E. coli RNA Polymerase Determinants of Open Complex Lifetime and Structure

Abstract

In transcription initiation by Escherichia coli RNA polymerase (RNAP), initial binding to promoter DNA triggers large conformational changes, bending downstream duplex DNA into the RNAP cleft and opening 13bp to form a short-lived open intermediate (I2). Subsequent conformational changes increase lifetimes of λPR and T7A1 open complexes (OCs) by >105-fold and >102-fold, respectively. OC lifetime is a target for regulation. To characterize late conformational changes, we determine effects on OC dissociation kinetics of deletions in RNAP mobile elements σ70 region 1.1 (σ1.1), β′ jaw and β′ sequence insertion 3 (SI3). In very stable OC formed by the wild type WT RNAP with λPR (RPO) and by Δσ1.1 RNAP with λPR or T7A1, we conclude that downstream duplex DNA is bound to the jaw in an assembly with SI3, and bases −4 to +2 of the nontemplate strand discriminator region are stably bound in a positively charged track in the cleft.
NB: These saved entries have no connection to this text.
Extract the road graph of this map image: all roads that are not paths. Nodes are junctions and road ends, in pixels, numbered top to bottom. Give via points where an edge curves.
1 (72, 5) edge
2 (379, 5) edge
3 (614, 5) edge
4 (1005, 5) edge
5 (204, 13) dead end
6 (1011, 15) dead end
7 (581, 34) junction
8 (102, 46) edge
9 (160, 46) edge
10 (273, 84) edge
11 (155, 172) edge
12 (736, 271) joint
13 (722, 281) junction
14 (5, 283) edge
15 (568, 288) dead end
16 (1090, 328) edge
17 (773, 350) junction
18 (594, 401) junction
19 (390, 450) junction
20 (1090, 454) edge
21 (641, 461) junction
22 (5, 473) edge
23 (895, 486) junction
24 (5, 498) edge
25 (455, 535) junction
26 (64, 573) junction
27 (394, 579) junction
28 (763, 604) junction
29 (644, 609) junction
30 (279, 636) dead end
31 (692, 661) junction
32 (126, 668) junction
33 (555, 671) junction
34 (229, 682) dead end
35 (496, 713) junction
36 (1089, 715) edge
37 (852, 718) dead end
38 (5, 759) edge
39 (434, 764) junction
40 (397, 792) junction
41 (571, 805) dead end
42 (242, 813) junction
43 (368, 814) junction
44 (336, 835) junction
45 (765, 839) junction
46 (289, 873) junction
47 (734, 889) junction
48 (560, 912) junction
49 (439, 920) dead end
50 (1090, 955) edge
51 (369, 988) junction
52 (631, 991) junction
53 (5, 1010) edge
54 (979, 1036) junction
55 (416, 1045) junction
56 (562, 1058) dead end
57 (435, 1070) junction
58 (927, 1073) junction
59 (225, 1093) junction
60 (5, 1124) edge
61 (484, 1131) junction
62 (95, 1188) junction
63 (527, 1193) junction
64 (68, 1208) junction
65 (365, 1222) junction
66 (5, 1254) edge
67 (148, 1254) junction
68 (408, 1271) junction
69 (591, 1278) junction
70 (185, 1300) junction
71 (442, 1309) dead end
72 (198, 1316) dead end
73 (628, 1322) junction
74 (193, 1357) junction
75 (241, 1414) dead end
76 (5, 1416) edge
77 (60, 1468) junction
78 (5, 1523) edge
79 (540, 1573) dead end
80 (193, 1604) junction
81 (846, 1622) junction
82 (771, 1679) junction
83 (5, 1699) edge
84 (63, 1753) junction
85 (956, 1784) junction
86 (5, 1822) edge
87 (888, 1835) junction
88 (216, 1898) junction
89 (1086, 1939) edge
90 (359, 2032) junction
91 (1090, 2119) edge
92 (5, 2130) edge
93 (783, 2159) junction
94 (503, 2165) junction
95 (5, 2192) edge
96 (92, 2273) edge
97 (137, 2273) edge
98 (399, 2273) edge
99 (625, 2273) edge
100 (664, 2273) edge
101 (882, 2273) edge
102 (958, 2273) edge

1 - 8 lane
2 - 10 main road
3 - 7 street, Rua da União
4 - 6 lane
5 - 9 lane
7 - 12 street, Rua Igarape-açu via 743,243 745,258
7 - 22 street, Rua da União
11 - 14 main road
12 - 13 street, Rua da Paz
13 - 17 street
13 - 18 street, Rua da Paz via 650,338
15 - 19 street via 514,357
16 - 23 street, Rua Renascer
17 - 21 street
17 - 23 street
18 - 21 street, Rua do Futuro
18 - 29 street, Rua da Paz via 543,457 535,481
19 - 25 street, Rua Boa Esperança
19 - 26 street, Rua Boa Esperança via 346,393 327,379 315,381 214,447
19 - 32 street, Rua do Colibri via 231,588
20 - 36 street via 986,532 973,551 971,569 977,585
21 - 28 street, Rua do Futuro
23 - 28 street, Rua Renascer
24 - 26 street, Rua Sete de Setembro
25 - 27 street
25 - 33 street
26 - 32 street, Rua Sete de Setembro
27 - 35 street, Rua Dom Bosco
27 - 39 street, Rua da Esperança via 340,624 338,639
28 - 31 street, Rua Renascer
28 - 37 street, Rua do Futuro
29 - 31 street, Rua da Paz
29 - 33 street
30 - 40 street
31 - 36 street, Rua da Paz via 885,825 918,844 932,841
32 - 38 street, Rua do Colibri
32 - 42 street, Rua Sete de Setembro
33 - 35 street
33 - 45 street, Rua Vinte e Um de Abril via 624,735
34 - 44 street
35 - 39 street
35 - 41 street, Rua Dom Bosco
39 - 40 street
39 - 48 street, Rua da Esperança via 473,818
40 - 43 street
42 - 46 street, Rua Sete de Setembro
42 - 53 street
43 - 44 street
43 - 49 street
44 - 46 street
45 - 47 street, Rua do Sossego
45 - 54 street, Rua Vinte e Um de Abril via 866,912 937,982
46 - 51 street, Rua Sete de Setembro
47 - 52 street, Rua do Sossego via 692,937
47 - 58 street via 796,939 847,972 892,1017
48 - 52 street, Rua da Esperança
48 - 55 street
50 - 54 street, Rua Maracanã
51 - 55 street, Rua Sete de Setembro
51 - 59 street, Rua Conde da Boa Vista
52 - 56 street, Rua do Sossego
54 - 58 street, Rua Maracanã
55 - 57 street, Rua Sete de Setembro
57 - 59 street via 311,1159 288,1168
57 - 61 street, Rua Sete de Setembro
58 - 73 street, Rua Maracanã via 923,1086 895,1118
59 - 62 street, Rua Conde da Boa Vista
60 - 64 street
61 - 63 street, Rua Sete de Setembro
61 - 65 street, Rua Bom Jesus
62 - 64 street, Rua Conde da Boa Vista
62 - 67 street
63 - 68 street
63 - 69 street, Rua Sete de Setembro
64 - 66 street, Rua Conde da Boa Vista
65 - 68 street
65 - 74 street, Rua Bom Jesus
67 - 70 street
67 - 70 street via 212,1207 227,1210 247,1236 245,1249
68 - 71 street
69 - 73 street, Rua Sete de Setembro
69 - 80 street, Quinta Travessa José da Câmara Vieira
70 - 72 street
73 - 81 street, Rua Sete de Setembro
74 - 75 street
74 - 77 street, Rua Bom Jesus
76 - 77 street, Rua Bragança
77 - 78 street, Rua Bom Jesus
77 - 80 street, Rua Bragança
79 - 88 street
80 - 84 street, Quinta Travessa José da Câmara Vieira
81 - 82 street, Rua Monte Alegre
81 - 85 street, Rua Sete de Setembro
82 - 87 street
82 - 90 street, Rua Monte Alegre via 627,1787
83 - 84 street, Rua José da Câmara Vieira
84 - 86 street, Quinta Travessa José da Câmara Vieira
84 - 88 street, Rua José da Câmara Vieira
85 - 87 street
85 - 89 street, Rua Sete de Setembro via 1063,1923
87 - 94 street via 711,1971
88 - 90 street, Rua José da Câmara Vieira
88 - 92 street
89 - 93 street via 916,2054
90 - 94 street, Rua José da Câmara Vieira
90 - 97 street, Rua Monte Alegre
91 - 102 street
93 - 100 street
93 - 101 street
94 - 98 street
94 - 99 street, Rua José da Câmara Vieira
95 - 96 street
We deduce that polyanionic σ1.1 destabilizes OC by competing for binding sites in the cleft and on the jaw with the polyanionic discriminator strand and downstream duplex, respectively. Examples of σ1.1-destabilized OC are the final T7A1 OC and the λPR I3 intermediate OC. Deleting σ1.1 and either β′ jaw or SI3 equalizes OC lifetimes for λPR and T7A1. DNA closing rates are similar for both promoters and all RNAP variants. We conclude that late conformational changes that stabilize OC, like early ones that bend the duplex into the cleft, are primary targets of regulation, while the intrinsic DNA opening/closing step is not.